Something like this :


                        # Simple - aaPDF subclasses FPDF and takes care
                        # of drawing lines and ensuring that no text is
                        # placed on the folds

                        $title = "Hello World";
                        $body = "This page left intentionally blank";

                        $aa = new aaPDF(array($title => $body));
                        $aa->draw();

                        # Not simple - tablePDF subclasses aaPDF 
                        # and redefines the 'render' method to
                        # generate formatted text from $tbl

                        $page = 'Joe Beef';

                        $mw = new mwExport('example.com');
                        list($title, $body, $url) = $mw->export($page);

                        $tbl = new table($url, $body);

                        $pdf = new tablePDF(array($tbl));
                        $pdf->draw();
                    

That's about as complicated a document as I've created so far, between the map which is pulled in on the fly and the QR codes (one points to the wiki page used to generate the document; the other contains a vCard of the restaurant's address and website) but the principle is the same whether it's a recipe, a bottle of wine or a restaurant : A letter-sized page folded three times with a chunk of text that may or may not be formatted.

Print a bunch of them out and you have a book that you can stick in your bag on the way out the door. (If you're wondering about multi-page documents, the short answer is : I'm not dealing with that problem just yet.)

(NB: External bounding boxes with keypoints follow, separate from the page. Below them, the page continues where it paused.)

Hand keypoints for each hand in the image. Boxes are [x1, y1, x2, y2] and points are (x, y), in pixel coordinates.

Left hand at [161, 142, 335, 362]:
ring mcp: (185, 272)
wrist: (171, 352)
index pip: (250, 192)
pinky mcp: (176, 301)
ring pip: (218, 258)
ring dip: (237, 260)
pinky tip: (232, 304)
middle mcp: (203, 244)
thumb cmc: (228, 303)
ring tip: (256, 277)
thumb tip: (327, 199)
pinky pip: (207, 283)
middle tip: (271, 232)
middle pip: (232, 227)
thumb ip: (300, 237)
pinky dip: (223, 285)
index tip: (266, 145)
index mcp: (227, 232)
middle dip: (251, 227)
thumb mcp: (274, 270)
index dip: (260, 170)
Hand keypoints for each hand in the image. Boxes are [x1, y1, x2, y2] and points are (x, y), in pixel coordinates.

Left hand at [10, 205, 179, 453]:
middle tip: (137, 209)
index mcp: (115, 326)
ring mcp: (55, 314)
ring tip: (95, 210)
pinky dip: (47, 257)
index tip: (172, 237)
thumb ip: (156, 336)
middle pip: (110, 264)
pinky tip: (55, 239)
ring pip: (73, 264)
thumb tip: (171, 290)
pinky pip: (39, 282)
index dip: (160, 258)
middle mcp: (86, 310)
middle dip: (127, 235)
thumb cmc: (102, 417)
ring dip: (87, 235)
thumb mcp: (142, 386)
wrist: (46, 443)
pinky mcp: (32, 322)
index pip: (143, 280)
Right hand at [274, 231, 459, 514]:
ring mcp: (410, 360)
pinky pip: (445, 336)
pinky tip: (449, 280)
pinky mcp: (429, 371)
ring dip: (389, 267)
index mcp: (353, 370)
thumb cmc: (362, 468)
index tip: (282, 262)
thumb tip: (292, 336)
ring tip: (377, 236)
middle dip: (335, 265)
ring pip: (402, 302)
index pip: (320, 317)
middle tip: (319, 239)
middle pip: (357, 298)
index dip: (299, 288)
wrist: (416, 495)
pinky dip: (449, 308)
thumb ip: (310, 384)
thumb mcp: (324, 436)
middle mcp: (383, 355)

The plan is to release the code (and examples) for aaPDF.php but it needs a few more days of testing and little things like documentation.

Part Six

Information wants to be used not managed.

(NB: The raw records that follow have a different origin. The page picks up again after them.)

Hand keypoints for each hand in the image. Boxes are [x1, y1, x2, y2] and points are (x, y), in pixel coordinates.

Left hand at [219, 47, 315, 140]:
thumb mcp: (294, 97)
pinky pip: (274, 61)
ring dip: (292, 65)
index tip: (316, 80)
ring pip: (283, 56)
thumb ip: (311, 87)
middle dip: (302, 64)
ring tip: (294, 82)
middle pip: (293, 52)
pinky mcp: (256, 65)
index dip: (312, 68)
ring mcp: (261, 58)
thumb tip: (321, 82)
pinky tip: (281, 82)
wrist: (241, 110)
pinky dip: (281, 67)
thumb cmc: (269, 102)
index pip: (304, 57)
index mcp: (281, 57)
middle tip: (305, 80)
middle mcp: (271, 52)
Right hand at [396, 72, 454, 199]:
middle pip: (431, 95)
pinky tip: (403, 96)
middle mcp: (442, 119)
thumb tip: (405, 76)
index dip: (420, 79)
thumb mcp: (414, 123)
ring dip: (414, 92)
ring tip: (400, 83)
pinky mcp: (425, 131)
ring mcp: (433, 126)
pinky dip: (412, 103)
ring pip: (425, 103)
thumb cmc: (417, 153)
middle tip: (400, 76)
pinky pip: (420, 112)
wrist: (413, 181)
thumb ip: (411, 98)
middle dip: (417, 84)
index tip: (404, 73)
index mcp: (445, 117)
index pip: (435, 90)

I have near continuous access to the Internets these days and I get to play with most of the cool mobile nerd toys. I even have a Moleskin, not that I ever use it for anything except tearing out pages and scribbling notes and maps for other people.

I want to use the Internets for the things they are good at — like distribution and searchification — but I am not ready to give up something I can hold in my hands. I am not ready to have all my actions dictated by the physical contraints of a device that is little more than over-priced landfill outside of a limited set of conditions.

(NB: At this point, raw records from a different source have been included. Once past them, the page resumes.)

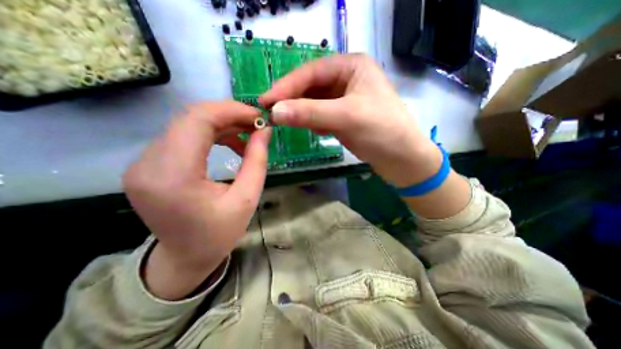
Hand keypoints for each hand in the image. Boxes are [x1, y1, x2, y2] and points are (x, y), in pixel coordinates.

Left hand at [123, 101, 272, 299]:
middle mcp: (148, 164)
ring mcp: (143, 163)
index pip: (198, 120)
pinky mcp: (149, 165)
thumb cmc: (219, 233)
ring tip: (247, 136)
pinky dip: (211, 134)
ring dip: (222, 125)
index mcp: (173, 176)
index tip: (258, 116)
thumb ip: (257, 160)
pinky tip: (230, 144)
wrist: (185, 258)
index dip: (231, 110)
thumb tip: (265, 131)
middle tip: (256, 125)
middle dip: (229, 115)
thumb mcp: (247, 198)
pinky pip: (183, 136)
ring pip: (187, 124)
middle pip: (191, 118)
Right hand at [260, 54, 438, 187]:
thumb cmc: (382, 131)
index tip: (266, 100)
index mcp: (352, 66)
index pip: (311, 72)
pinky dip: (312, 122)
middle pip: (311, 87)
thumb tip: (275, 112)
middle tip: (270, 112)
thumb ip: (310, 113)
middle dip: (292, 100)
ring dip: (301, 112)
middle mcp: (346, 79)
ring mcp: (344, 100)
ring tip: (285, 122)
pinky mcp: (342, 117)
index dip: (287, 86)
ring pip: (314, 102)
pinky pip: (320, 115)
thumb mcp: (346, 117)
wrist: (402, 159)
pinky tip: (312, 130)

It's true that paper is no match for, say, molasses or fire but then neither are computers.

Paper, on the other hand, can suffer water and power failures; can be folded and sat on; can be thrown; can be copied by humans and machines alike; is about eight million times less irritating at the dinner table.

The really great thing about digital publishing tools and mobile devices connected to the Internets is that we have almost reached to the point where we can toggle seamlessly (hahahaha....sorry) between physical and digital artifacts without needing to say really assinine things like : Paper is dead.

We can use the computers to generate paper things to use and hold in the comfort of our own privacy and to share with friends and barcodes (or something similar — the first one of you to say RFID gets a punch in the head) to link them back to a larger community.

Granted, it's all still a bit rough around the edges.

I'm guessing we are only a couple years away from people being able to print custom, limited edition (like editions of one) books of all and any flavour at a price where they won't just be lifestyle porn. I bet the Moleskin people will be there or if they're not they should probably start thinking about it. I hope Derek is there.

Until then, I will stick to pieces of 8.5 x 11 folded and kept in a small metal box.

Small pieces of paper, loosely joined.